» WHAT TO PRODUCE: Should the word "nodes" occur in a line of the records, copy that line.

» SOURCE DATA:

::::::::::

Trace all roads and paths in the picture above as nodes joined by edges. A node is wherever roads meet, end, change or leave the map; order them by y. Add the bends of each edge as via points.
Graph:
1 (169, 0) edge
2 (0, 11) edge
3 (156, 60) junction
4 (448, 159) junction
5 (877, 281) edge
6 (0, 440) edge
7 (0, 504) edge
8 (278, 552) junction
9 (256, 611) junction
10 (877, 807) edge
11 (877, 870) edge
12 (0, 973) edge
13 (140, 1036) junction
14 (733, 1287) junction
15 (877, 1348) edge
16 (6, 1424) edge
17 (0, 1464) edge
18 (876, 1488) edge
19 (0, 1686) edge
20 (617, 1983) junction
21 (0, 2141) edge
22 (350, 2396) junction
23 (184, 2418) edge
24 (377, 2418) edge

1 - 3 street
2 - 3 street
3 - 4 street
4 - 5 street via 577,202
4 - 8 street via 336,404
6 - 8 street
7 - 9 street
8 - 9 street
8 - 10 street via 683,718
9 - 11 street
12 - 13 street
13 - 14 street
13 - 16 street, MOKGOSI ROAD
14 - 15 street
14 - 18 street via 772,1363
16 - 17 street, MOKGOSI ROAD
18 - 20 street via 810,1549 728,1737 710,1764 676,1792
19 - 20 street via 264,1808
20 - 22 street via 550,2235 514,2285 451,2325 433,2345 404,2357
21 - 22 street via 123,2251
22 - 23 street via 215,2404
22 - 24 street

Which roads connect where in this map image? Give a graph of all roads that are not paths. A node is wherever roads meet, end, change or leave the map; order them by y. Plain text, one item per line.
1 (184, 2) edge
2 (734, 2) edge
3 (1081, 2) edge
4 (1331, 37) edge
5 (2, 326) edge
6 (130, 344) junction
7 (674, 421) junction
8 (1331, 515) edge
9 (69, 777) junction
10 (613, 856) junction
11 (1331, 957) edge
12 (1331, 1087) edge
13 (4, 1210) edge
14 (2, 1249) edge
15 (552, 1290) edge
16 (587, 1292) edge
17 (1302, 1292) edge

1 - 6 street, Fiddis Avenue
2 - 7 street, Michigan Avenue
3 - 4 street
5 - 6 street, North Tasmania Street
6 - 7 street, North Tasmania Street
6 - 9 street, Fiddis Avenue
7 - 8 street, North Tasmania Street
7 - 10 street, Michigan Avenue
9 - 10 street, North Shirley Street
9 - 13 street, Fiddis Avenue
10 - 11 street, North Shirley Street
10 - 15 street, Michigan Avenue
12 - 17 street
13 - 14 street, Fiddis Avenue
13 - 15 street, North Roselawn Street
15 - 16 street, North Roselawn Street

::::::::::

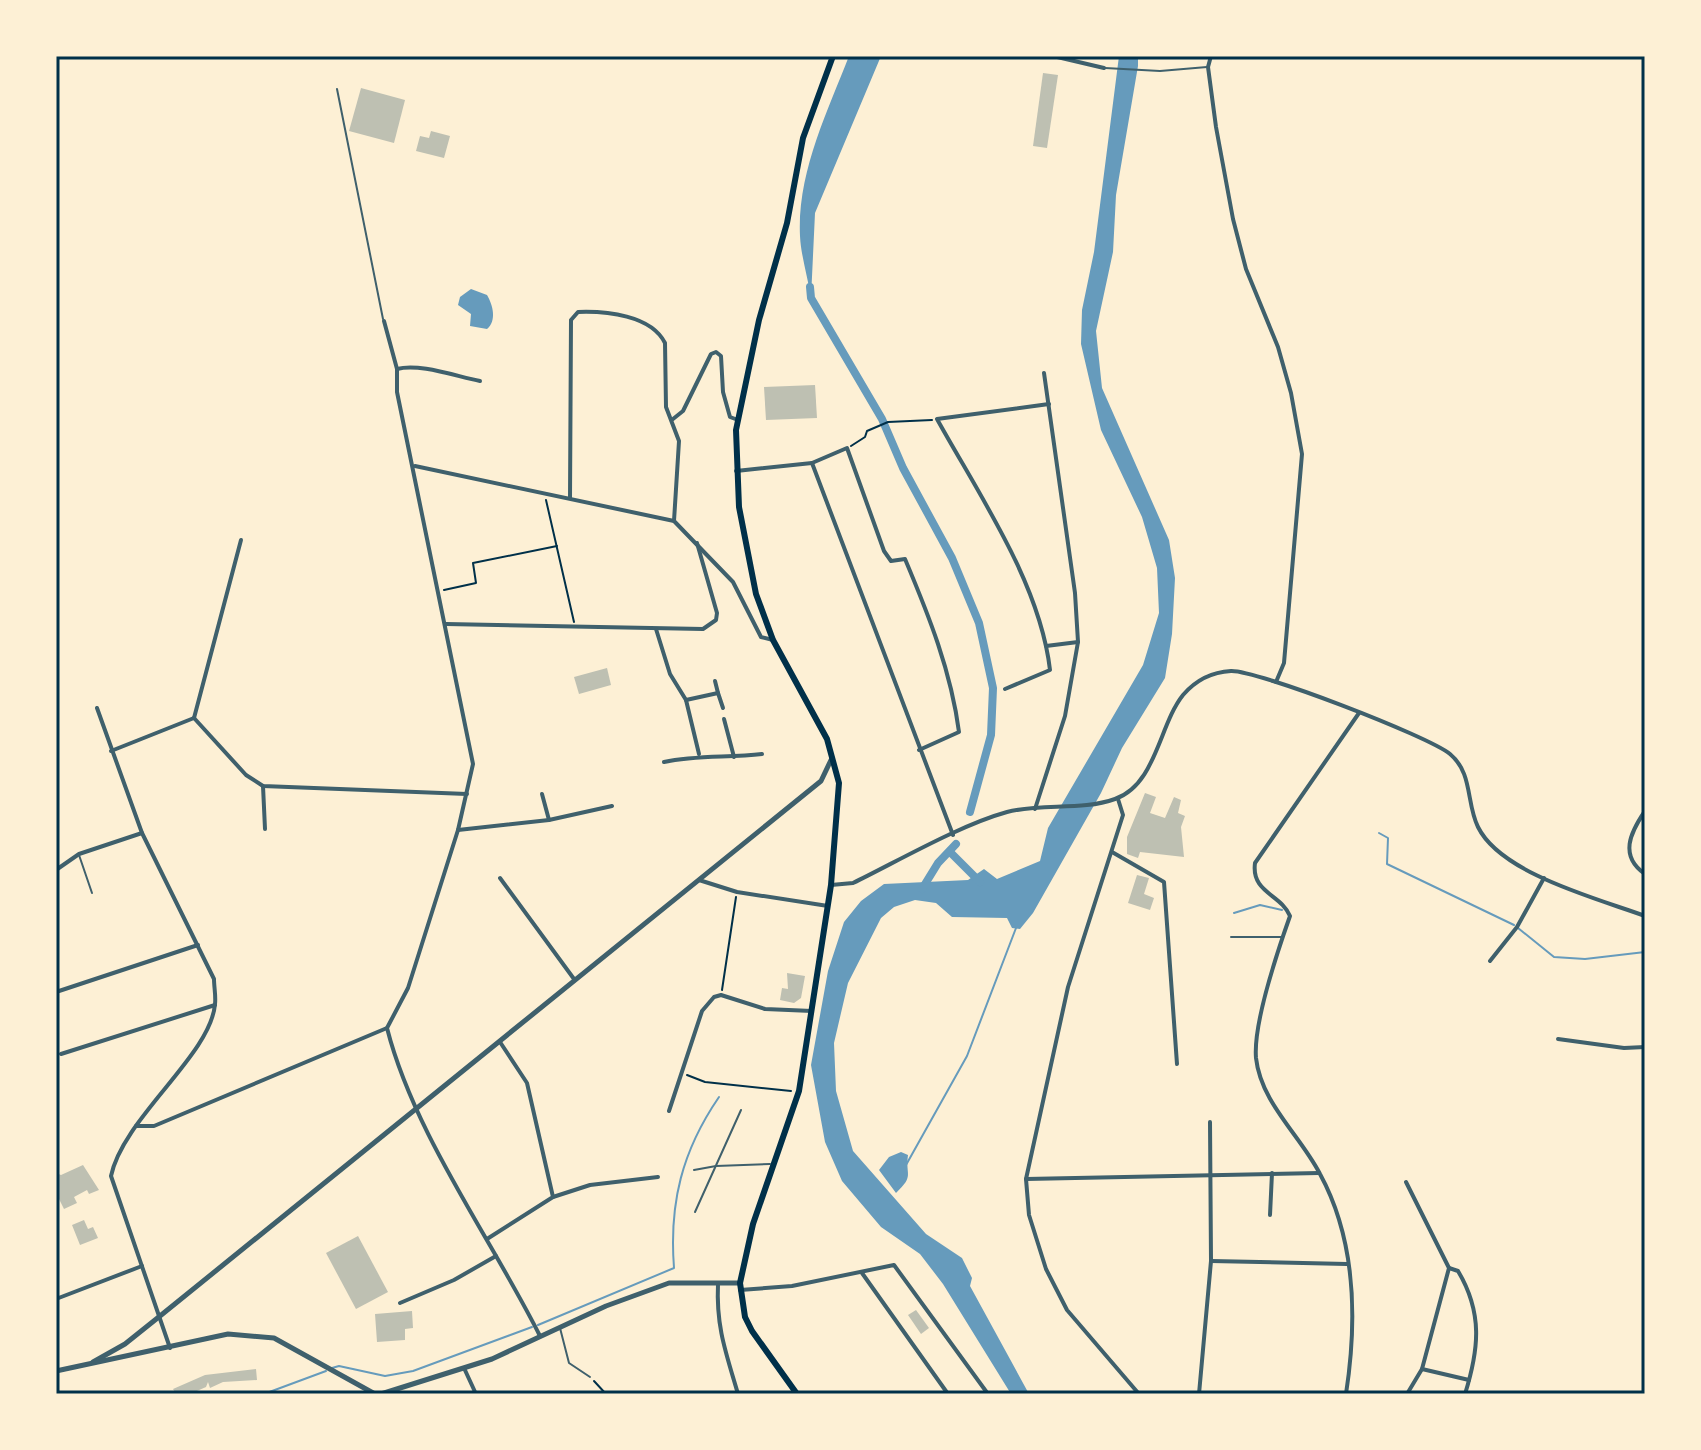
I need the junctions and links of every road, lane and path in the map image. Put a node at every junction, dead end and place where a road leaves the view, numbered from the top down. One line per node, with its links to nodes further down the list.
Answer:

::::::::::

» EXPECTED ANSWER:
Trace all roads and paths in the picture above as nodes joined by edges. A node is wherever roads meet, end, change or leave the map; order them by y. Add the bends of each edge as via points.
I need the junctions and links of every road, lane and path in the map image. Put a node at every junction, dead end and place where a road leaves the view, numbered from the top down. One line per node, with its links to nodes further down the list.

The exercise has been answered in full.